Ça n’avait pas raté. L’après-midi même, l’inspecteur Crane venait voir Lydia. Il avait dit que Gabriel lui avait parlé d’un certain appareil photo que Lydia aurait en sa possession. Elle ne se fit pas prier pour le lui remettre bien qu’elle ne sache ce qu’elle faisait ou pourquoi elle le faisait. Elle ne savait pas pourquoi son frère – avec qui elle n’avait eu aucun contact depuis près de dix ans – lui avait envoyé cela. Elle ne comprenait pas encore le sens de cette lettre non plus. Rien que des blancs qu’elle ne demandait qu’à combler.

Des blancs qui allaient être remplis par Crane lui même. Il découvrit sur les photos tout un tas de contrats concernant des pactes passés entre Hamilton et ce fameux Big T. Il savait que le bonhomme trempait dans pas mal de coups foireux comme la drogue, la prostitution, trafics en tous genres et Hamilton passait des accords secrets pour faire fructifier les comptes de la ville en s’appuyant sur les commerces de Big T. Le politicien avait tout mis sur papier écrit à main levée, comme ça se faisait à une époque si lointaine, afin de ne laisser aucune trace sur un ordinateur qui gardait absolument tout en mémoire même après que l’on a vidé la corbeille. Un papier pouvait vite disparaître, être brûlé.
Il n’en fallut pas plus pour que les supérieurs de Crane demandent une enquête. Le bureau d’Hamilton fut pris d’assaut par policiers et inspecteurs accompagnés de quelques élus de la ville. Ils ne mirent pas longtemps à le mettre à l’écart. Apprenant les malversations de son futur mari, Lydia le quitta. Elle comprit alors tout le sens de la dernière lettre de son frère.
Big T, quant à lui, ne voulut pas se rendre quand les autorités débarquèrent chez lui. La soirée se termina dans un bain de sang, un cataclysme phénoménal, pendant lequel la police perdit pas mal d’hommes avant d’abattre Big T, retranché dans sa salle de billard privée.

Crane s’avança dans le couloir, accompagné du médecin traitant qui avait réalisé l’opération sur Gabriel. Ils s’arrêtèrent devant une porte. Tout était calme et silencieux alentour. Un silence qui faisait froid dans le dos.
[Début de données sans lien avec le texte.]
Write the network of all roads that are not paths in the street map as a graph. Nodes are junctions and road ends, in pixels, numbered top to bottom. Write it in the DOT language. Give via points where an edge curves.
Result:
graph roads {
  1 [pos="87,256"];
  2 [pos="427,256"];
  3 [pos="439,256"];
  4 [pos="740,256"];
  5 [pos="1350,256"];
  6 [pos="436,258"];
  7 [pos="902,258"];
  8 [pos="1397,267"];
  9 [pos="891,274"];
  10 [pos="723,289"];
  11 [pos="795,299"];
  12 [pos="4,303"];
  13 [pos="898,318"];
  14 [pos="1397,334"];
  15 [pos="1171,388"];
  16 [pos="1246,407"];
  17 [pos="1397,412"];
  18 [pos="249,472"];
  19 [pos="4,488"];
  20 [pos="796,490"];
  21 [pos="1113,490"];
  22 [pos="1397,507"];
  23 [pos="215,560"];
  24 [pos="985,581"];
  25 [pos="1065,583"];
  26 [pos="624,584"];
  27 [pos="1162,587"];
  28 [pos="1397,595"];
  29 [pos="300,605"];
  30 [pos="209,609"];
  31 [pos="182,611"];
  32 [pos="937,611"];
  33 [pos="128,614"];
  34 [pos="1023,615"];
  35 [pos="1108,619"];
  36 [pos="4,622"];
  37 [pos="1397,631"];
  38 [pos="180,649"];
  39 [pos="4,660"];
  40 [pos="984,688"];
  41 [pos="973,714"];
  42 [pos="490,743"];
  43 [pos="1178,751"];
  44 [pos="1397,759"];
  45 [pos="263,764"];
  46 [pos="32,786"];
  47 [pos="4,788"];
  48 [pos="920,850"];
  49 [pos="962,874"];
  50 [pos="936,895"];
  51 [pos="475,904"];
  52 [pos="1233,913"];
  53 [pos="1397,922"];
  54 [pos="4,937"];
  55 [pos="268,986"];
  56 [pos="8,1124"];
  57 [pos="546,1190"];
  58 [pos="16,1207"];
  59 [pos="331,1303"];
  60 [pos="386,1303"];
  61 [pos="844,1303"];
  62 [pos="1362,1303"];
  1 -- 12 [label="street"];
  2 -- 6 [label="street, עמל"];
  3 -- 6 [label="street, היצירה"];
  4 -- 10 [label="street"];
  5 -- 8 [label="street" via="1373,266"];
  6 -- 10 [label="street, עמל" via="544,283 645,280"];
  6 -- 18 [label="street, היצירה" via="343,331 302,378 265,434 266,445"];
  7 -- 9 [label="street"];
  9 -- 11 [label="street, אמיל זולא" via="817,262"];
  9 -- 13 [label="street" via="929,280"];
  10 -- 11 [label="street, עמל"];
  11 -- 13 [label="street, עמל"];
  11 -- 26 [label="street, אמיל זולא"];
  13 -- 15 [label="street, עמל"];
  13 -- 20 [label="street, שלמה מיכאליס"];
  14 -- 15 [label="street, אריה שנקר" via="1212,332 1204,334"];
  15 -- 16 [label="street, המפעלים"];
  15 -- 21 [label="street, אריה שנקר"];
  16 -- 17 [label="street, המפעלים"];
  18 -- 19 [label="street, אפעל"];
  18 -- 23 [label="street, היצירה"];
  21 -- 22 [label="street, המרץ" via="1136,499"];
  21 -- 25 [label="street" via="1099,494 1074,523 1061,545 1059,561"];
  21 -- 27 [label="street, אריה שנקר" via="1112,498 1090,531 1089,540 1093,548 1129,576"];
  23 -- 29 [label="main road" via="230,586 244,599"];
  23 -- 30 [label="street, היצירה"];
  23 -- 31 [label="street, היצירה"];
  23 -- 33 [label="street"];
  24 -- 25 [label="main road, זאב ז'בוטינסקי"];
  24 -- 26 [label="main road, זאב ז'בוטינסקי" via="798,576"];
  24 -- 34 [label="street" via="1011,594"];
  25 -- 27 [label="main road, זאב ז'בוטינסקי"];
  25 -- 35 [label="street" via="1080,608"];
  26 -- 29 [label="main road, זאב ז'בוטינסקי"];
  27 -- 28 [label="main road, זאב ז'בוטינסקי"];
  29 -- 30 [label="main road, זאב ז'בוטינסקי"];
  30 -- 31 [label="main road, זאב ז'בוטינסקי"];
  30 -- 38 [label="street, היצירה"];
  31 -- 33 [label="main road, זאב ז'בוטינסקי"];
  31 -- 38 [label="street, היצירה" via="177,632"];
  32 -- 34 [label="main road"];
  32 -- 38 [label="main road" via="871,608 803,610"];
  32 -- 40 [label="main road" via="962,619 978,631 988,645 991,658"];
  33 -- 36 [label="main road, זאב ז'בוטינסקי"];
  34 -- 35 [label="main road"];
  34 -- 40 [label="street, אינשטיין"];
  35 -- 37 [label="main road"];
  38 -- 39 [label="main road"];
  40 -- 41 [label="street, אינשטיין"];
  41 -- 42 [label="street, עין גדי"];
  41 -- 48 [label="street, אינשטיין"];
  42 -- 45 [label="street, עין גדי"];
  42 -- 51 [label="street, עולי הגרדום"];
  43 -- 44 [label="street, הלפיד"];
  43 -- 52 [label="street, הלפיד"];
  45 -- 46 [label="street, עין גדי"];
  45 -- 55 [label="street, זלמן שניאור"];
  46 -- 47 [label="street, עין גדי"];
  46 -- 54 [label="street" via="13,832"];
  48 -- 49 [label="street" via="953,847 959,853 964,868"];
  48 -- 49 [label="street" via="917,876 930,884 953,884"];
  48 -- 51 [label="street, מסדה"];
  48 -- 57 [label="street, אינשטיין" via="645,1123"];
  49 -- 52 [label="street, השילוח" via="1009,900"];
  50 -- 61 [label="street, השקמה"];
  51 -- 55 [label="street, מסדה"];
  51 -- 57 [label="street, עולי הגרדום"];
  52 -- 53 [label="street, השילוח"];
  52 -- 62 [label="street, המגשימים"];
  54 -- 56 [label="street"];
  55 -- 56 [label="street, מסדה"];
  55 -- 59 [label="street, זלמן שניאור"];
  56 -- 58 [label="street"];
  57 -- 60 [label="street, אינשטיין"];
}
Un silence de mort. À travers la petite lucarne découpée dans la porte, ils regardèrent Gabriel, assis sur une chaise. Il avait la tête penchée sur le côté et bavait.
Crane ressentit de la pitié. Cet homme avait eu des informations pour faire tomber une pomme pourrie de son arbre et n’avait rien dit. Il avait attendu que l’on vienne le chercher. Il avait certainement prévu son coup longtemps à l’avance. Il avait su comment cela se terminerait. Il avait rassemblé les preuves contre Greg Hamilton, les avait planquées et s’était fait effacer la mémoire par Big T. La seule chose qu’il n’avait pas prévue était de fouiner dans sa propre mémoire, à la recherche d’un souvenir qu’il ne devait pas retrouver. Quelque part, l’inspecteur Crane avait pris les devants. Qu’en aurait-il été autrement ?
– Pourquoi n’a-t-il rien dit avant ? s’interrogea Crane sans se rendre compte qu’il parlait à haute voix.
L’auriez-vous seulement écouté inspecteur ? lui demanda le médecin.